This parable of the rich man and Lazarus is one in a series of lengthy parables Jesus shared with a large traveling crowd.

These crowds included Jesus’ disciples, tax collectors and sinners, Pharisees, lawyers, and scribes (Luke 14:25; 15:1,3,8,11; 16:1, 14). The parables primarily concern well-off or rich men. They are about the father who throws a lavish feast for his younger son when he returns home penniless after having squandered the inheritance given him (15:11-32); the owner of a hundred sheep who recovers the one that strayed from the flock (15:3-7); the rich man who accuses his slave manager of squandering his property (16:1-13); and a rich man who has no compassion for a poor man named Lazarus (16:19-31), which is our Gospel text for this week.

Luke’s Jesus offers significant advice for men with wealth and social position: they should not take the VIP seats at feasts (Luke 14:7); they should invite the poor, dis-eased, and marginalized to their lavish feasts rather than their elite friends and family and folks who can return the invitation (14:21-24); consider selling all their possessions and redistribute the proceeds to the poor (18:18-25); be commended for giving half their possessions to the poor and making restitution to those they defrauded (19:1-10); and he shames the rich who contribute gifts to the Temple from their wealth, while a poor widow gives her; she sacrificed (too) much and they gifted relatively little (21:1-4).

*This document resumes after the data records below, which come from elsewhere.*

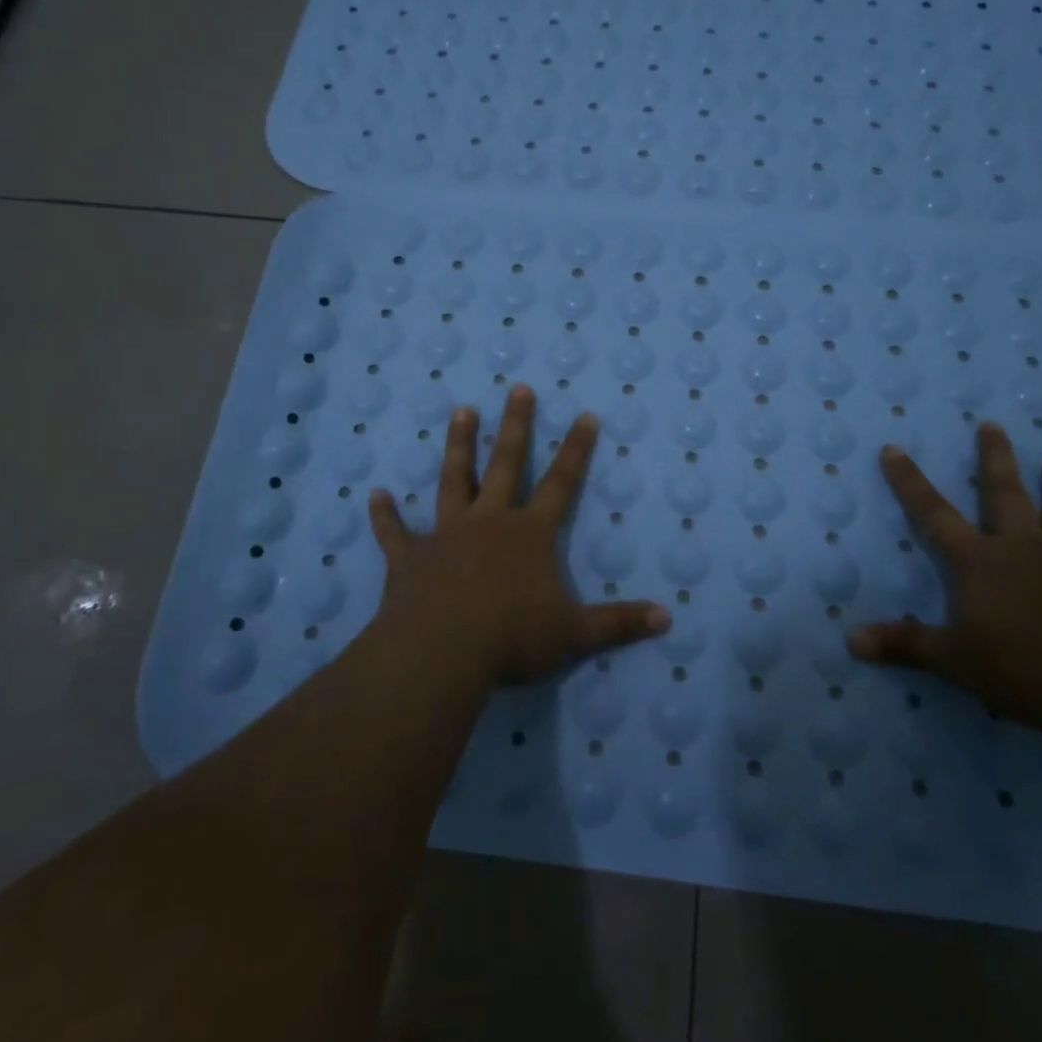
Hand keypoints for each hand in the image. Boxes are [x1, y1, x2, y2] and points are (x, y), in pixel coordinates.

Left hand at [368, 384, 669, 682]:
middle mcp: (489, 522)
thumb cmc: (512, 637)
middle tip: (518, 387)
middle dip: (514, 426)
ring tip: (460, 411)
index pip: (561, 483)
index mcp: (529, 534)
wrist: (442, 653)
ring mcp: (446, 535)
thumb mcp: (575, 634)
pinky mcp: (410, 557)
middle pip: (505, 464)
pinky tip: (374, 495)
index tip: (585, 416)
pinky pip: (395, 532)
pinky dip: (384, 515)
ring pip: (453, 480)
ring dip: (457, 446)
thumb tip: (667, 618)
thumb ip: (619, 623)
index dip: (576, 450)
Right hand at [847, 422, 1041, 749]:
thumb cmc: (1029, 670)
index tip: (893, 448)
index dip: (910, 482)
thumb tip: (851, 639)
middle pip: (1006, 494)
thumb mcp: (955, 662)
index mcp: (981, 562)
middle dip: (995, 458)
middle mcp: (1025, 548)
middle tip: (993, 425)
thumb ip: (905, 645)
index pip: (933, 514)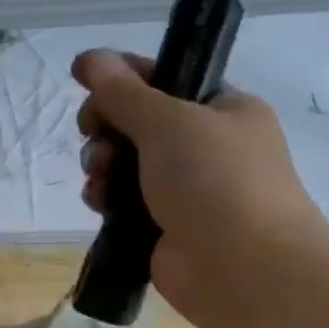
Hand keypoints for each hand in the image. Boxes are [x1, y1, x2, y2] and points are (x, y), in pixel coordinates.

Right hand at [73, 49, 328, 316]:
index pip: (165, 79)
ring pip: (126, 164)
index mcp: (223, 109)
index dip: (123, 78)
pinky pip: (124, 202)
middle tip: (93, 136)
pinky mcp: (164, 227)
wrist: (241, 269)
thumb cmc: (214, 181)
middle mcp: (207, 146)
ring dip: (102, 165)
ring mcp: (186, 190)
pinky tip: (98, 203)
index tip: (87, 86)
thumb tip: (87, 57)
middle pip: (138, 123)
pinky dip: (107, 198)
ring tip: (97, 178)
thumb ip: (122, 91)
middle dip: (107, 128)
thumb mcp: (167, 122)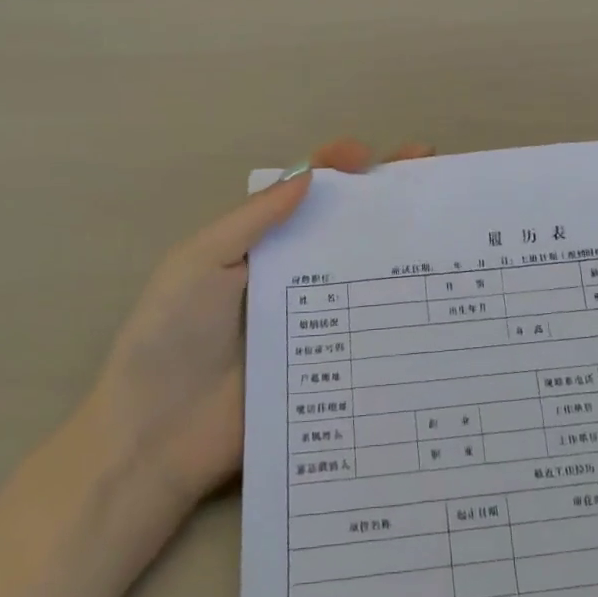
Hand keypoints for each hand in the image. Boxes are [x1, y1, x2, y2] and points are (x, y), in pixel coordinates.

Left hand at [80, 138, 435, 504]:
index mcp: (255, 245)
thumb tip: (309, 174)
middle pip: (340, 225)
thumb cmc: (170, 338)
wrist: (154, 440)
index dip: (334, 166)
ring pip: (360, 272)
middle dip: (383, 195)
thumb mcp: (198, 264)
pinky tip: (432, 298)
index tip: (370, 156)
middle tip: (428, 170)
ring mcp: (310, 321)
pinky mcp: (324, 364)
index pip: (299, 192)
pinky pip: (364, 330)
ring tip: (442, 226)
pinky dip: (396, 310)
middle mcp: (288, 275)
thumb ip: (252, 221)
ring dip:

Unlike most politicians today who focus on the so-called “middle class” as if the poor matter less/little, Jesus is concerned with the poor, sick, and marginalized. As wealth becomes concentrated with the top one to two percent of a population, masses live in poverty. Jesus attempts to raise the consciousness of the rich about poverty, compassion, and social inequality.

In our parable the rich man is anonymous; he wears purple attire made of fine linen, which is the color of royalty and is of high social status. He eats as lavishly as he dresses, as do other elites and rich people (Luke 16:19; see also 15:22-23). As he feasts and wears expensive clothing in his gated house, a poor hungry man languishes at the base of the rich man’s gate. His name is Lazarus. Naming him humanizes him. Perhaps leaving the rich man nameless signifies how love of wealth over love of people dehumanizes and desensitizes people to others’ suffering so that ‘subordinates’ are treated with indifference, hatred, and cruelty.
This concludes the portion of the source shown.